DIY vs. Buy: Should I Make My Own Allspice Dram?
Allspice dram is a simple liqueur flavored with allspice berries. It's also known as pimento dram, because allspice is a berry from the pimento tree. (But pimento makes most people think of olives, so I don't like to call it that.) There's nothing like it. It's a big part of Tiki drinks, adding a dark, strong, and spicy counterpoint to rum and sweet ingredients.
For years, allspice dram was damn-near impossible to find in the States. I get a little grumpy when there's a cocktail ingredient everyone is raving about and I can't find it anywhere. So a few years ago, just the mention of allspice dram made me a bit unpleasant to be around. I'd see recipes fun Tiki drinks and get all excited, then I'd see that allspice dram was one of the ingredients and I would mope like a sad puppy.
The next phase of allspice dram envy was angry kitten hissing: "If it's so great, why can't I find it? It's probably stupid." Eventually, some kind soul in New Orleans made me an Ancient Mariner with allspice dram in it, and I suddenly knew what all the fuss was about.
What's Available to Buy
Wray & Nephew's allspice dram from Jamaica was the standard in the tropical drinks at bars like Trader Vic's and Don the Beachcomber, but the company stopped exporting it to the US in the early '80s. Many Tiki fanatics say they've found it online, but the link chase led me to a dead end at a Reggae-themed shop that won't ship alcohol to the US or Canada. (They will, however, sell you some Jerk marinade and West Indies Cricket memorabilia no matter where you live.) I've never tasted the W & N dram myself, but a blog post by a guy whose cousin smuggled some in after his Caribbean cruise said it is amazing.

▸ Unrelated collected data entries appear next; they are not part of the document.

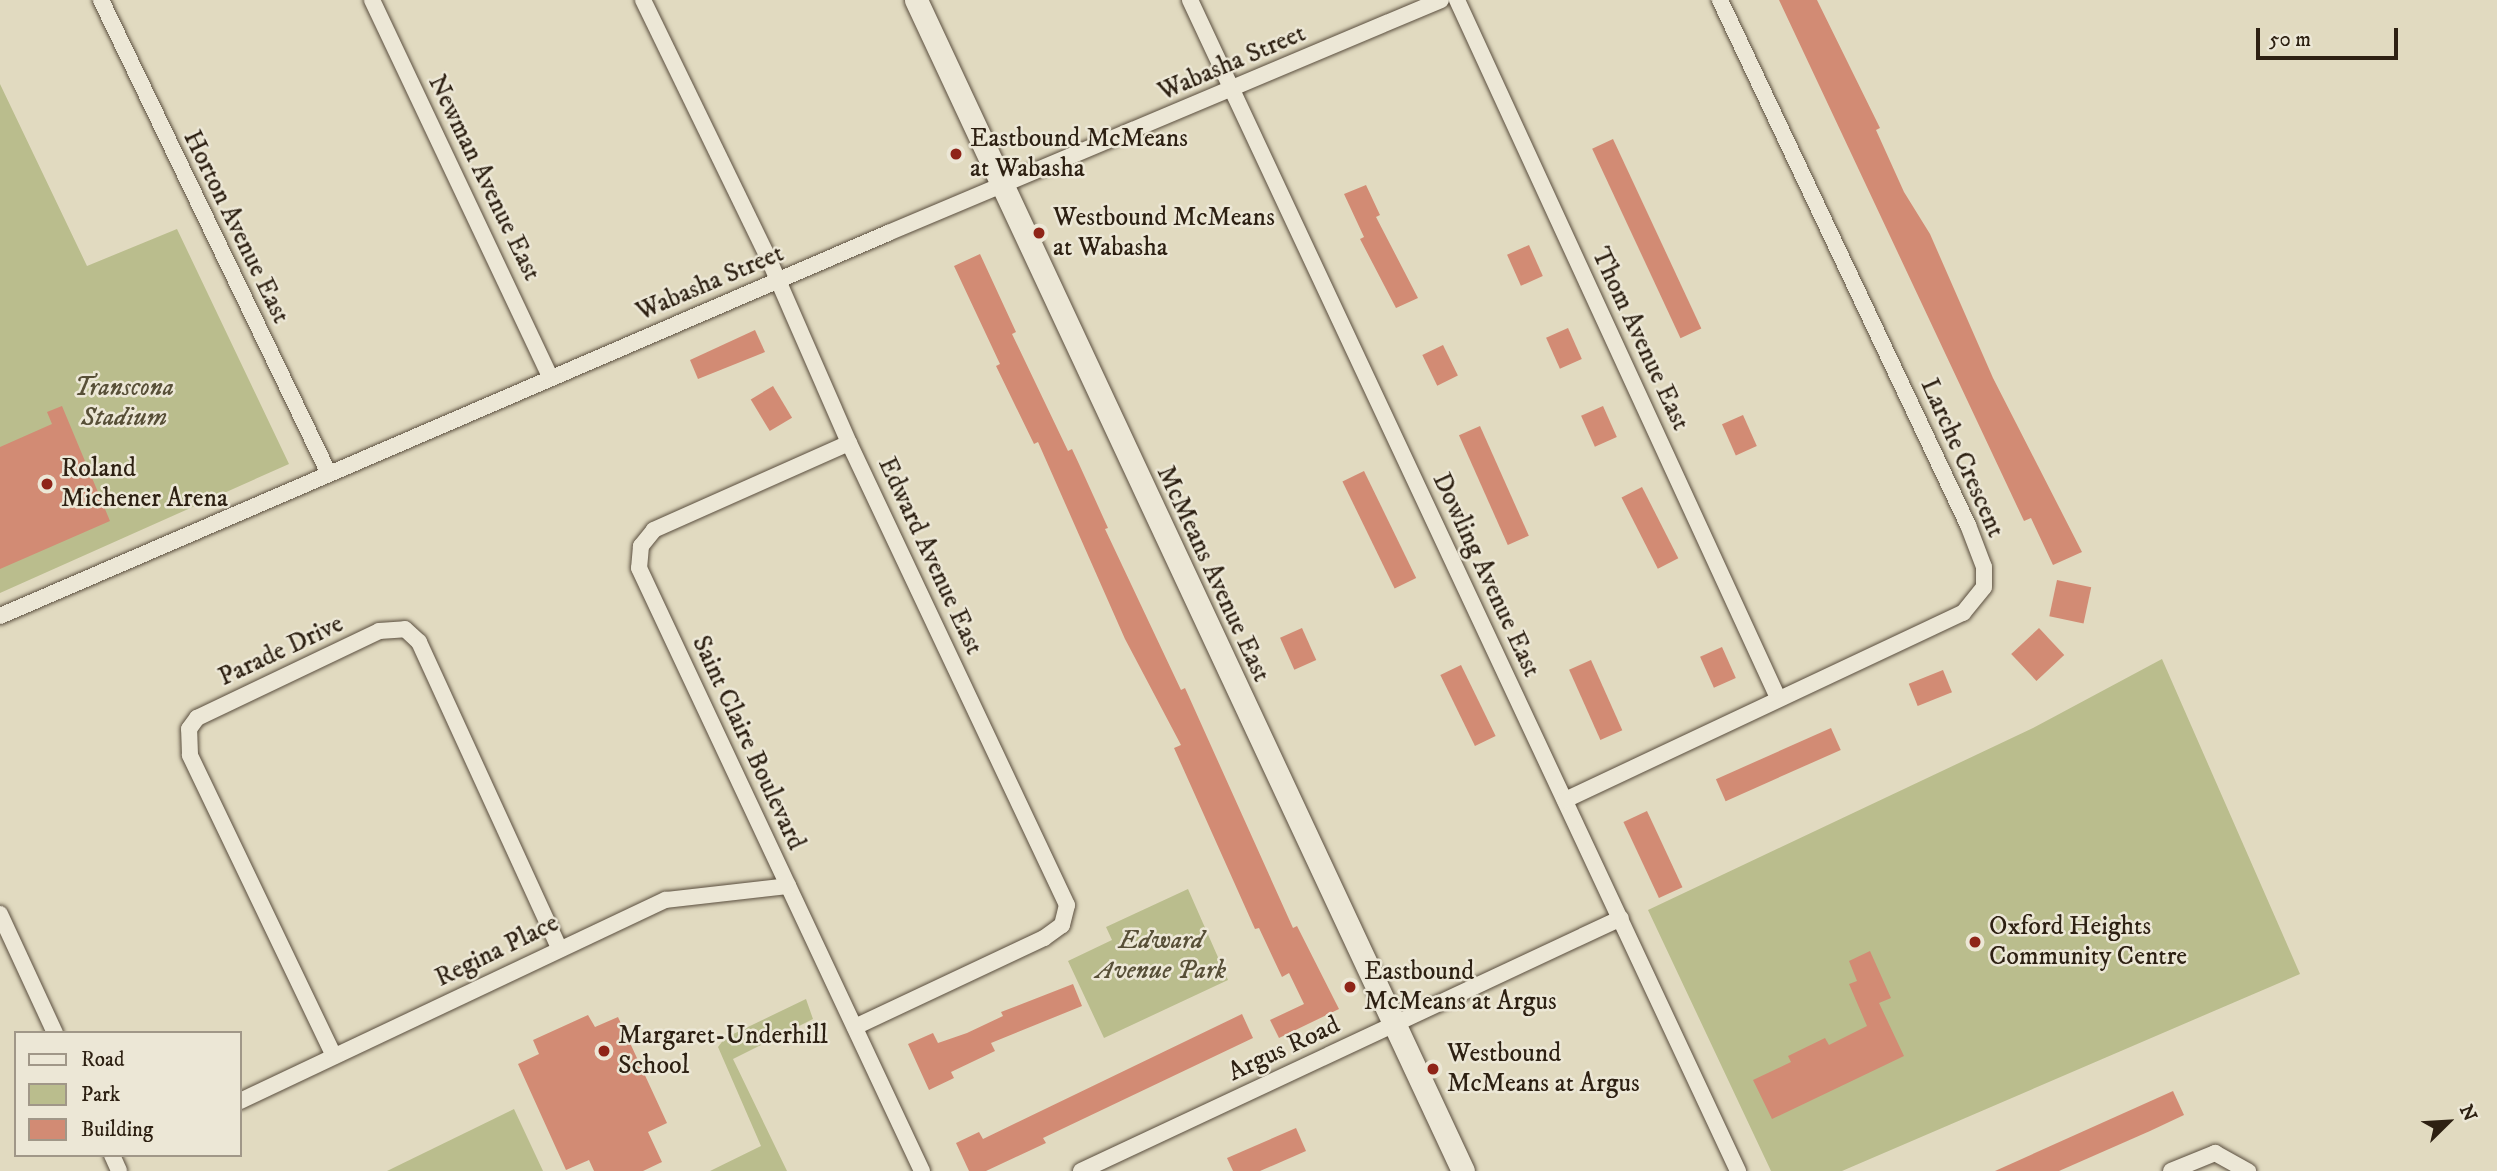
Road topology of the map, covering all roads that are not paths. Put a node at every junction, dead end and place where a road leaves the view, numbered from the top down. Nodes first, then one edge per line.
1 (101, 0) edge
2 (372, 0) edge
3 (643, 0) edge
4 (916, 0) edge
5 (1189, 0) edge
6 (1441, 0) edge
7 (1457, 0) edge
8 (1720, 0) edge
9 (1230, 90) junction
10 (1001, 187) junction
11 (778, 281) junction
12 (551, 378) junction
13 (849, 443) junction
14 (329, 474) junction
15 (0, 617) edge
16 (1778, 698) junction
17 (1565, 800) junction
18 (788, 886) junction
19 (0, 914) edge
20 (1621, 918) junction
21 (559, 948) junction
22 (1394, 1024) junction
23 (855, 1027) junction
24 (54, 1031) edge
25 (334, 1056) junction
26 (242, 1100) edge
27 (922, 1171) edge
28 (1082, 1171) edge
29 (1463, 1171) edge
30 (1738, 1171) edge
31 (2171, 1171) edge
32 (2248, 1171) edge

1 - 14 street, Horton Avenue East
2 - 12 street, Newman Avenue East
3 - 11 street, Edward Avenue East
4 - 10 street, McMeans Avenue East
5 - 9 street, Dowling Avenue East
6 - 9 street, Wabasha Street
7 - 16 street, Thom Avenue East
8 - 16 street, Larche Crescent
9 - 10 street, Wabasha Street
9 - 17 street, Dowling Avenue East
10 - 11 street, Wabasha Street
10 - 22 street, McMeans Avenue East
11 - 12 street, Wabasha Street
11 - 13 street, Edward Avenue East
12 - 14 street, Wabasha Street
13 - 18 street, Saint Claire Boulevard
13 - 23 street, Edward Avenue East
14 - 15 street, Wabasha Street
16 - 17 street, Larche Crescent
17 - 20 street, Dowling Avenue East
18 - 21 street, Regina Place
18 - 23 street, Saint Claire Boulevard
19 - 24 street
20 - 22 street, Argus Road
20 - 30 street, Dowling Avenue East
21 - 25 street, Regina Place
21 - 25 street, Parade Drive
22 - 28 street, Argus Road
22 - 29 street, McMeans Avenue East
23 - 27 street, Saint Claire Boulevard
25 - 26 street, Regina Place
31 - 32 street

A few years ago, St. Elizabeth allspice dram came along to satisfy the growing demand for this Tiki essential in a way that didn't involve international travel or subterfuge. Well-stocked liquor stores usually carry it at $25 to $30 for a 375-milliliter bottle, but this still isn't something you'll find next to the Kahlua and Baileys in most mainstream shops. The Bitter Truth Pimento Dram is even newer to the scene, though it's something most of us would have to order online. Both liqueurs are richly spiced with some bitterness, so a little goes a long way.

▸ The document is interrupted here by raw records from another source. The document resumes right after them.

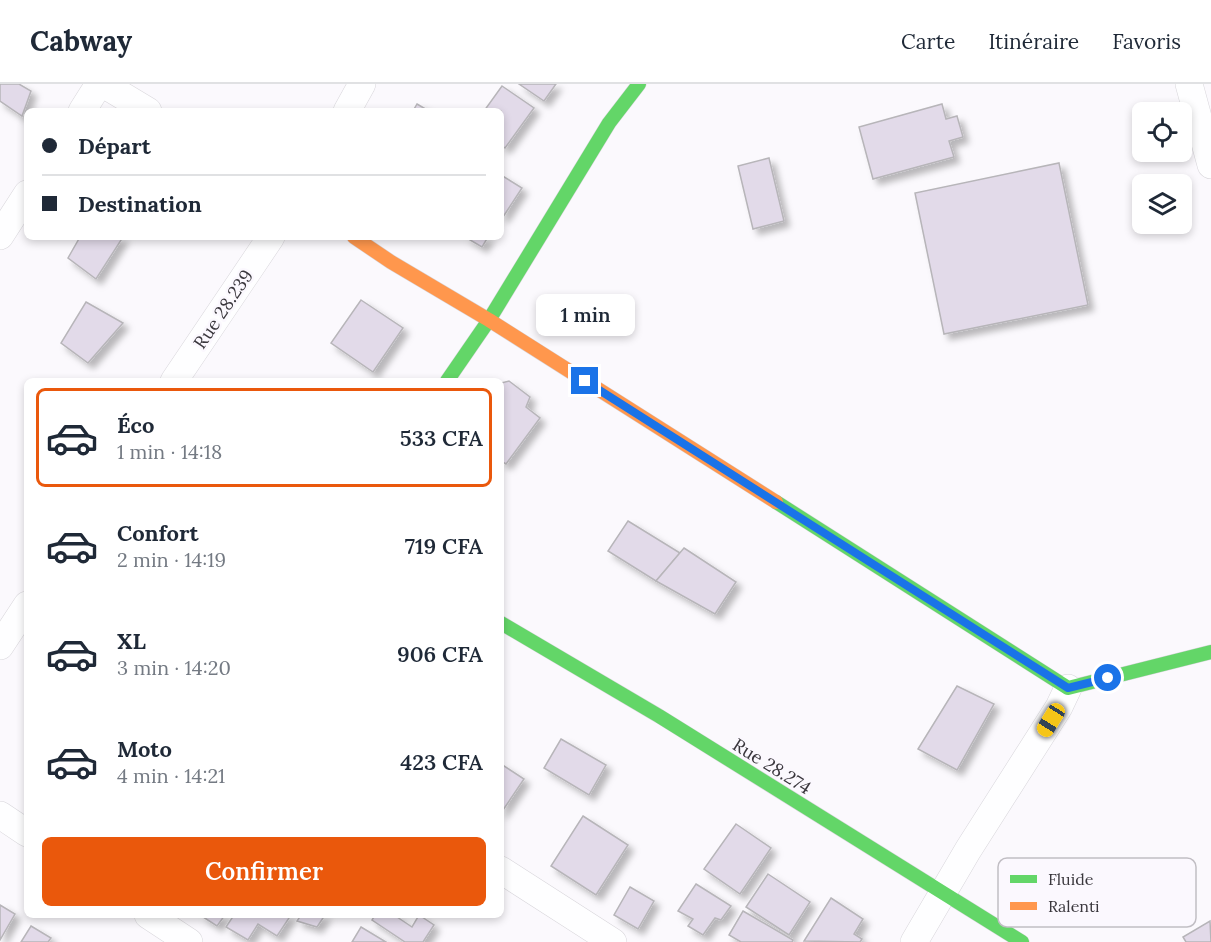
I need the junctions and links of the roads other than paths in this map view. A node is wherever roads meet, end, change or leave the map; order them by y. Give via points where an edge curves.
1 (101, 84) edge
2 (362, 84) edge
3 (639, 84) edge
4 (1189, 84) edge
5 (84, 108) edge
6 (143, 108) edge
7 (349, 108) edge
8 (1211, 165) edge
9 (24, 200) edge
10 (0, 236) edge
11 (269, 240) edge
12 (358, 240) edge
13 (489, 320) junction
14 (176, 378) edge
15 (449, 378) edge
16 (24, 610) edge
17 (504, 625) edge
18 (0, 646) edge
19 (1211, 652) edge
20 (1068, 688) junction
21 (0, 815) edge
22 (24, 831) edge
23 (504, 872) edge
24 (942, 893) junction
25 (152, 918) edge
26 (189, 942) edge
27 (613, 942) edge
28 (914, 942) edge
29 (1022, 942) edge

1 - 5 street
1 - 6 street
2 - 7 street
3 - 13 street via 609,123
4 - 8 street
9 - 10 street
11 - 14 street, Rue 28.239
12 - 13 street
13 - 15 street
13 - 20 street
16 - 18 street
17 - 24 street, Rue 28.274 via 659,716
19 - 20 street
20 - 24 street
21 - 22 street
23 - 27 street
24 - 28 street
24 - 29 street, Rue 28.274
25 - 26 street

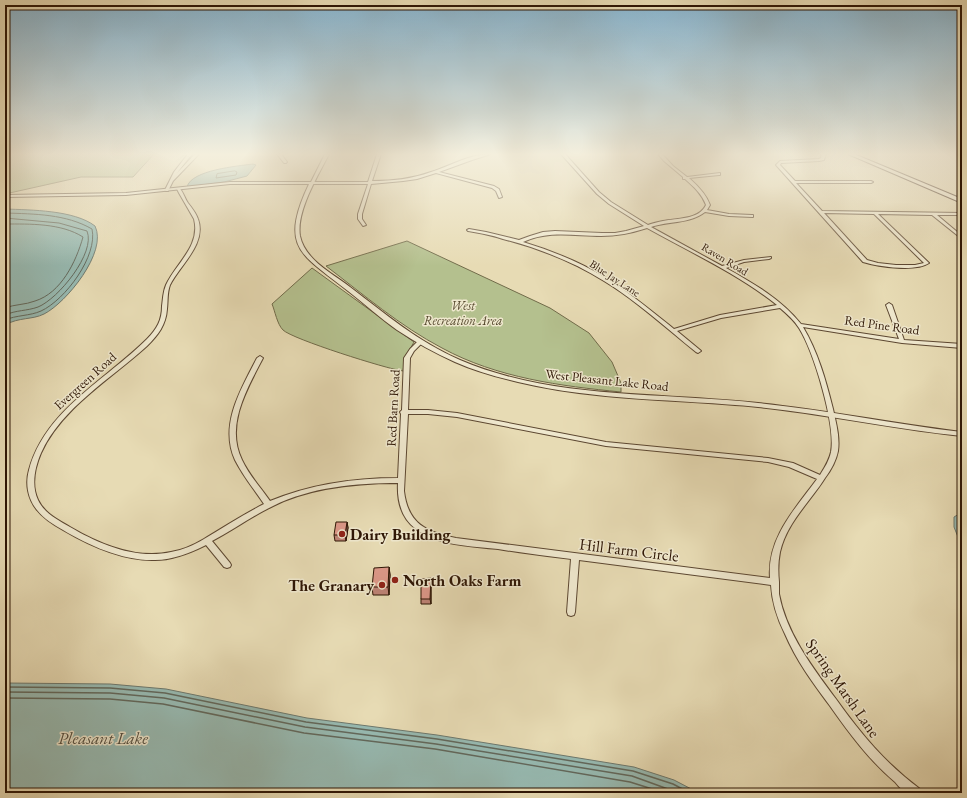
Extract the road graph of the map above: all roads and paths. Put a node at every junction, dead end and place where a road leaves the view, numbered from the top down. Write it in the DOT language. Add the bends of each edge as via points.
graph roads {
  1 [pos="150,191"];
  2 [pos="180,191"];
  3 [pos="309,191"];
  4 [pos="367,191"];
  5 [pos="498,191"];
  6 [pos="598,191"];
  7 [pos="700,191"];
  8 [pos="804,191"];
  9 [pos="938,191"];
  10 [pos="5,196"];
  11 [pos="500,197"];
  12 [pos="962,202"];
  13 [pos="705,210"];
  14 [pos="823,212"];
  15 [pos="875,213"];
  16 [pos="932,213"];
  17 [pos="961,214"];
  18 [pos="752,216"];
  19 [pos="364,225"];
  20 [pos="649,226"];
  21 [pos="469,230"];
  22 [pos="962,238"];
  23 [pos="519,242"];
  24 [pos="770,258"];
  25 [pos="723,267"];
  26 [pos="889,305"];
  27 [pos="780,306"];
  28 [pos="799,325"];
  29 [pos="673,331"];
  30 [pos="902,341"];
  31 [pos="420,342"];
  32 [pos="962,346"];
  33 [pos="698,351"];
  34 [pos="260,358"];
  35 [pos="404,412"];
  36 [pos="831,416"];
  37 [pos="962,434"];
  38 [pos="822,478"];
  39 [pos="402,480"];
  40 [pos="269,505"];
  41 [pos="207,540"];
  42 [pos="575,557"];
  43 [pos="227,565"];
  44 [pos="774,582"];
  45 [pos="571,612"];
  46 [pos="916,793"];
  1 -- 10 [label="street"];
  2 -- 41 [label="street, Evergreen Road" via="197,222 196,236 192,250 167,287 164,321 144,345 70,408 52,429 38,452 30,492 34,500 58,524 107,548 157,558 178,554"];
  3 -- 31 [label="street, West Pleasant Lake Road" via="300,210 297,228 299,241 306,253 388,320"];
  4 -- 19 [label="street" via="360,214"];
  5 -- 11 [label="street"];
  6 -- 20 [label="street, Raven Road" via="604,198"];
  7 -- 13 [label="street" via="708,205"];
  8 -- 14 [label="street"];
  9 -- 12 [label="main road"];
  13 -- 18 [label="street"];
  13 -- 20 [label="street" via="689,218"];
  14 -- 15 [label="street"];
  14 -- 15 [label="street" via="871,264 920,266 927,263"];
  15 -- 16 [label="street"];
  16 -- 17 [label="street"];
  16 -- 22 [label="street"];
  20 -- 23 [label="street" via="614,234 547,232"];
  20 -- 25 [label="street, Raven Road"];
  21 -- 23 [label="street, Blue Jay Lane"];
  23 -- 29 [label="street, Blue Jay Lane" via="573,263 598,276"];
  24 -- 25 [label="street"];
  25 -- 27 [label="street, Raven Road"];
  26 -- 30 [label="street"];
  27 -- 28 [label="street, Raven Road"];
  27 -- 29 [label="street" via="731,314"];
  28 -- 30 [label="street, Red Pine Road"];
  28 -- 36 [label="street, Raven Road" via="810,343"];
  29 -- 33 [label="street, Blue Jay Lane"];
  30 -- 32 [label="street, Red Pine Road"];
  31 -- 35 [label="street, Red Barn Road" via="407,358"];
  31 -- 36 [label="street, West Pleasant Lake Road" via="484,370 548,387 596,394 756,405"];
  34 -- 40 [label="street" via="239,401 233,425 233,445 242,466"];
  35 -- 38 [label="street" via="457,415 606,444 768,460 791,465"];
  35 -- 39 [label="street, Red Barn Road"];
  36 -- 37 [label="street, West Pleasant Lake Road"];
  36 -- 38 [label="street" via="835,451"];
  38 -- 44 [label="street" via="784,529 776,554"];
  39 -- 40 [label="street, Evergreen Road" via="347,482 298,494"];
  39 -- 42 [label="street, Hill Farm Circle" via="403,509 414,524 432,535 456,541"];
  40 -- 41 [label="street, Evergreen Road"];
  41 -- 43 [label="street"];
  42 -- 44 [label="street, Hill Farm Circle"];
  42 -- 45 [label="street"];
  44 -- 46 [label="street, Spring Marsh Lane" via="784,622 811,673 868,750 888,771"];
}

If I could go back in time and un-buy the St. Elizabeth so that I'd only have my DIY allspice dram at home, I would. This isn't because St. Elizabeth is bad—it's actually delicious. In fact, when I taste the commercial and DIY versions side by side, St. Elizabeth has a slight edge over homemade. But allspice dram isn't something you drink straight.
Once that cocktail shaker is out, I can't really tell the difference between the two.Saving money is rarely my motivation for DIY, but in this case, I just don't think the commercial version is worth the giant price difference. Buying allspice dram costs about five times as much as making it, and it definitely isn't five times better.

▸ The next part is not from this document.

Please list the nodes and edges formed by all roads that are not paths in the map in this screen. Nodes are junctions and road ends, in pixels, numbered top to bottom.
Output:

If you're a Tiki obsessive, your bar may be incomplete without a store-bought bottle. But the casual drinker will be satisfied with the finished cocktails that come from homemade allspice dram.
Are you able to put things in a jar, boil some water, and wait? If so, you possess the skills necessary to craft this elusive ingredient. I bought the spices from the Latin section of the supermarket, and the amount I used in this recipe cost me under $2. So the big dollar investment on this project is the cost of a little brown sugar and a cup of rum. You can go moderately priced and common, like I did, with a cup of Bacardi, or get a little fancier with some Lemon Hart 151 and use demerara sugar. I kept the spice mix minimal, but you could have a lot of fun making it more complex with some cloves, star anise, or cardamom. It's fun and not at all risky to go crazy and play around with the possibilities.
Get the Recipe
The Ancient Mariner introduced me to allspice dram, so I'd recommend it as the inaugural cocktail for your DIY batch.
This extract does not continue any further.